Grant number: 21/07957-5
Support Opportunities:Scholarships in Brazil - Post-Doctoral
Effective date (Start): September 01, 2022
Effective date (End): August 31, 2025
Field of knowledge:Biological Sciences - Genetics - Human and Medical Genetics
Principal Investigator:Rui Manuel Vieira Reis
Grantee:Mirella Baroni Milan
Host Institution: Hospital do Câncer de Barretos. Fundação Pio XII (FP). Barretos , SP, Brazil


Glioblastoma (GBM) is the most common primary intracranial malignant tumor in adults. GBM is extremely invasive and aggressive, accounting for the majority of the 200,000 central nervous system (CNS) tumor-related deaths worldwide each year.
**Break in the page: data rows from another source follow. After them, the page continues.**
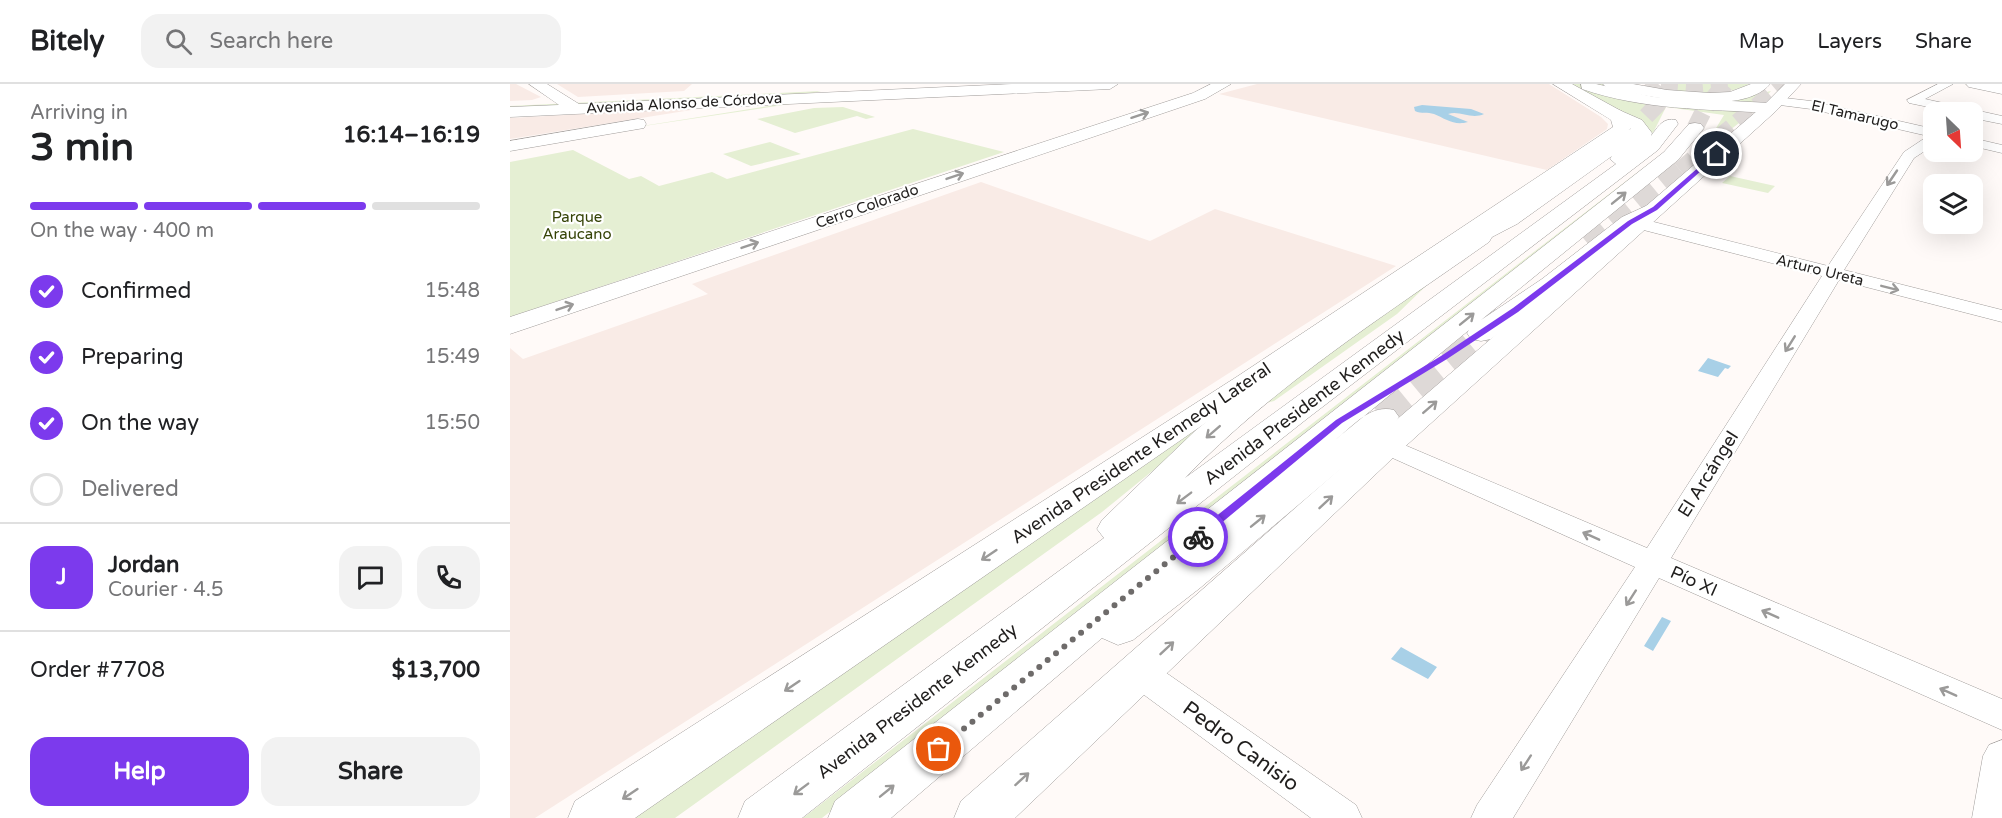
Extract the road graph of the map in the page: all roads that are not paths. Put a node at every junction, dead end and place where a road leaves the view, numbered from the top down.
1 (537, 84) edge
2 (968, 84) edge
3 (1110, 84) edge
4 (1223, 84) edge
5 (1241, 84) edge
6 (1561, 84) edge
7 (1611, 84) edge
8 (1762, 84) edge
9 (1776, 84) edge
10 (1793, 84) edge
11 (1947, 84) edge
12 (1974, 84) edge
13 (879, 86) edge
14 (1587, 86) dead end
15 (2002, 90) edge
16 (848, 96) junction
17 (1199, 96) junction
18 (813, 97) junction
19 (567, 102) junction
20 (1923, 102) edge
21 (1773, 104) junction
22 (736, 106) junction
23 (514, 107) edge
24 (1612, 112) junction
25 (1983, 116) edge
26 (717, 119) dead end
27 (2002, 120) edge
28 (651, 129) dead end
29 (1923, 130) edge
30 (1636, 139) junction
31 (518, 144) edge
32 (1923, 145) edge
33 (1983, 145) edge
34 (2002, 149) edge
35 (1646, 216) junction
36 (1494, 239) junction
37 (1450, 244) junction
38 (1834, 273) junction
39 (2002, 316) edge
40 (510, 326) edge
41 (1297, 411) junction
42 (1339, 422) junction
43 (1385, 431) junction
44 (1653, 563) junction
45 (1044, 604) junction
46 (1140, 673) junction
47 (2002, 715) edge
48 (2002, 756) edge
49 (921, 764) junction
50 (594, 818) edge
51 (763, 818) edge
52 (853, 818) edge
53 (979, 818) edge
54 (1342, 818) edge
55 (1491, 818) edge
56 (1992, 818) edge

1 - 19 main road
2 - 13 main road, Avenida Alonso de Córdova
3 - 16 main road
4 - 17 main road, Cerro Colorado
5 - 17 main road
6 - 24 main road
7 - 8 main road
9 - 21 main road
10 - 21 main road
11 - 20 street
12 - 15 main road
13 - 16 main road
13 - 18 main road
13 - 19 main road, Avenida Alonso de Córdova
14 - 21 main road
16 - 18 main road
16 - 26 main road
40 -> 17 main road, Cerro Colorado
18 - 22 main road
19 - 22 main road, Avenida Alonso de Córdova
19 - 23 main road, Avenida Alonso de Córdova
19 - 23 main road
21 - 29 street, El Tamarugo
21 - 35 main road
22 - 31 main road
24 - 30 main road
24 - 37 main road, Avenida Presidente Kennedy Lateral
25 - 27 street
28 - 31 main road
30 - 36 main road
30 - 37 main road
32 -> 38 street, El Arcángel
33 - 34 street
35 - 38 street, Arturo Ureta
35 - 42 main road
43 -> 35 main road
36 - 41 main road
36 -> 45 main road
37 -> 50 main road, Avenida Presidente Kennedy Lateral
38 -> 39 street, Arturo Ureta
38 -> 44 street, El Arcángel
42 -> 41 main road, Avenida Presidente Kennedy
41 -> 45 main road, Avenida Presidente Kennedy
42 - 49 main road, Avenida Presidente Kennedy
44 -> 43 street, Pío XI
46 -> 43 main road
49 -> 43 main road
47 -> 44 street, Pío XI
44 -> 55 street, El Arcángel
45 -> 51 main road, Avenida Presidente Kennedy
53 -> 46 main road
46 - 54 street, Pedro Canisio
48 - 56 street
52 -> 49 main road, Avenida Presidente Kennedy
GBM in children is relatively rare, with distinct molecular characteristics and response to treatment, when compared to adults. The current standard therapy for GBM patients is maximal surgical resection followed by radiotherapy and chemotherapy with temozolomide (TMZ). However, even with this treatment, overall survival is about 10-16 months, with less than 10% of patients surviving for 5 years or more from the time of diagnosis. Pediatric GBM also has high morbidity and mortality, with a 5-year survival of less than 20%. The ineffectiveness of the GBM treatment is due to several factors, such as a highly invasive and diffuse growth pattern, extremely heterogeneous which prevents the effective action of targeted therapies, and the presence of tumor stem cells, chemo and radioresistant cells, which they end up causing a recurrence of the tumor in many cases. There is, therefore, a critical need for more effective treatment strategies to improve the prognosis of patients facing this devastating diagnosis. An interesting approach is the use of natural substances and their derivatives, as they are relatively less toxic and have fewer side effects. Recently, our group reported the cytotoxic potential of Euphol from Euphorbia tirucalli in a panel with 70 cell lines of different tumor types. The compound Euphol showed evident antitumor action on glioma cell lines, reducing considerably the number of colonies, and promoting autophagy of these cells through the inhibition of the PKC molecular pathway. Therefore, due to these important in vitro results of Euphol in GBM, this project aims to evaluate the effect of this compound in the treatment of adult and pediatric GBM through a pre-clinical in vivo assay, a model called patient-derived orthotopic xenograft (PDOX). The development of PDOX models is extremely relevant as it has been shown to retain the biological, histopathological, molecular, and genetic characteristics of its original tumors, making it an excellent model to test new therapeutic approaches. (AU)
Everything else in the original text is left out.